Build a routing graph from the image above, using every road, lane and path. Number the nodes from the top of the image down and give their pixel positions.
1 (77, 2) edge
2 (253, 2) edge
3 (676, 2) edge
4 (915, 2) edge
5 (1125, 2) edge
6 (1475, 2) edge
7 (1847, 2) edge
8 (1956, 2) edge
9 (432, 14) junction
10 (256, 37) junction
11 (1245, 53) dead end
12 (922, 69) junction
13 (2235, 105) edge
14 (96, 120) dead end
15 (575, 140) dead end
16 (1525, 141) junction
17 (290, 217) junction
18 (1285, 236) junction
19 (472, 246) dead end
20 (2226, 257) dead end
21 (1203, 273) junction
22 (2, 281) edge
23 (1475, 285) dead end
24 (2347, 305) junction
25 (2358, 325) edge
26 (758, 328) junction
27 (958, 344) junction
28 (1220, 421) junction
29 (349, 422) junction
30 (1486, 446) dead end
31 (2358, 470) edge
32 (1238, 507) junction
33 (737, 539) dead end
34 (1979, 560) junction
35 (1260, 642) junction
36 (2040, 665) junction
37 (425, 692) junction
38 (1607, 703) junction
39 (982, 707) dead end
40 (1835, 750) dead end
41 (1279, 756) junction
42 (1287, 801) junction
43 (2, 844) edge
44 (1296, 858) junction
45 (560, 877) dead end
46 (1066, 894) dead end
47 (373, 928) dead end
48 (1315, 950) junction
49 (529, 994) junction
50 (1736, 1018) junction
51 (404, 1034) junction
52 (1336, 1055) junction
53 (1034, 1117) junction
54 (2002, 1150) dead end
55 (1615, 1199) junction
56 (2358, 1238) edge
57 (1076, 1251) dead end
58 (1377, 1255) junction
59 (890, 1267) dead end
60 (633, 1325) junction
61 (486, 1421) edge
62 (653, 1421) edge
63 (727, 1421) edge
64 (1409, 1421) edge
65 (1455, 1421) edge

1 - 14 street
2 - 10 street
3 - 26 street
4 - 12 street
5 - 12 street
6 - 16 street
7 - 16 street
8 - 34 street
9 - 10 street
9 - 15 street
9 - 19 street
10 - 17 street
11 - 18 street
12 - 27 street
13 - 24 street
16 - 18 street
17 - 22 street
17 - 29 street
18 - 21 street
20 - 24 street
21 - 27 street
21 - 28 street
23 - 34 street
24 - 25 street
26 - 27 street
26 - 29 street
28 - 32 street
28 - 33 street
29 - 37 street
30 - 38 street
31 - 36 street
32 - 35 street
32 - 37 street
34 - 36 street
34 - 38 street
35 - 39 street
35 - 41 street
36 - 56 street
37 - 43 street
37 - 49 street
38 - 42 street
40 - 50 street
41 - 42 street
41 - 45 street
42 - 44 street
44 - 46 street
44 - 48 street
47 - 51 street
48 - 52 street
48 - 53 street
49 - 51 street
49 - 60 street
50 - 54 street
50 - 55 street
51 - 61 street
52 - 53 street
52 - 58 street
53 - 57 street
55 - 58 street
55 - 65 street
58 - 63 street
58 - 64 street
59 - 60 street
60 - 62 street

* Problem details
From the first line to the last, reproduce the data above exactly.

* Solution for this exercise
Build a routing graph from the image above, using every road, lane and path. Number the nodes from the top of the image down and give their pixel positions.
1 (77, 2) edge
2 (253, 2) edge
3 (676, 2) edge
4 (915, 2) edge
5 (1125, 2) edge
6 (1475, 2) edge
7 (1847, 2) edge
8 (1956, 2) edge
9 (432, 14) junction
10 (256, 37) junction
11 (1245, 53) dead end
12 (922, 69) junction
13 (2235, 105) edge
14 (96, 120) dead end
15 (575, 140) dead end
16 (1525, 141) junction
17 (290, 217) junction
18 (1285, 236) junction
19 (472, 246) dead end
20 (2226, 257) dead end
21 (1203, 273) junction
22 (2, 281) edge
23 (1475, 285) dead end
24 (2347, 305) junction
25 (2358, 325) edge
26 (758, 328) junction
27 (958, 344) junction
28 (1220, 421) junction
29 (349, 422) junction
30 (1486, 446) dead end
31 (2358, 470) edge
32 (1238, 507) junction
33 (737, 539) dead end
34 (1979, 560) junction
35 (1260, 642) junction
36 (2040, 665) junction
37 (425, 692) junction
38 (1607, 703) junction
39 (982, 707) dead end
40 (1835, 750) dead end
41 (1279, 756) junction
42 (1287, 801) junction
43 (2, 844) edge
44 (1296, 858) junction
45 (560, 877) dead end
46 (1066, 894) dead end
47 (373, 928) dead end
48 (1315, 950) junction
49 (529, 994) junction
50 (1736, 1018) junction
51 (404, 1034) junction
52 (1336, 1055) junction
53 (1034, 1117) junction
54 (2002, 1150) dead end
55 (1615, 1199) junction
56 (2358, 1238) edge
57 (1076, 1251) dead end
58 (1377, 1255) junction
59 (890, 1267) dead end
60 (633, 1325) junction
61 (486, 1421) edge
62 (653, 1421) edge
63 (727, 1421) edge
64 (1409, 1421) edge
65 (1455, 1421) edge

1 - 14 street
2 - 10 street
3 - 26 street
4 - 12 street
5 - 12 street
6 - 16 street
7 - 16 street
8 - 34 street
9 - 10 street
9 - 15 street
9 - 19 street
10 - 17 street
11 - 18 street
12 - 27 street
13 - 24 street
16 - 18 street
17 - 22 street
17 - 29 street
18 - 21 street
20 - 24 street
21 - 27 street
21 - 28 street
23 - 34 street
24 - 25 street
26 - 27 street
26 - 29 street
28 - 32 street
28 - 33 street
29 - 37 street
30 - 38 street
31 - 36 street
32 - 35 street
32 - 37 street
34 - 36 street
34 - 38 street
35 - 39 street
35 - 41 street
36 - 56 street
37 - 43 street
37 - 49 street
38 - 42 street
40 - 50 street
41 - 42 street
41 - 45 street
42 - 44 street
44 - 46 street
44 - 48 street
47 - 51 street
48 - 52 street
48 - 53 street
49 - 51 street
49 - 60 street
50 - 54 street
50 - 55 street
51 - 61 street
52 - 53 street
52 - 58 street
53 - 57 street
55 - 58 street
55 - 65 street
58 - 63 street
58 - 64 street
59 - 60 street
60 - 62 street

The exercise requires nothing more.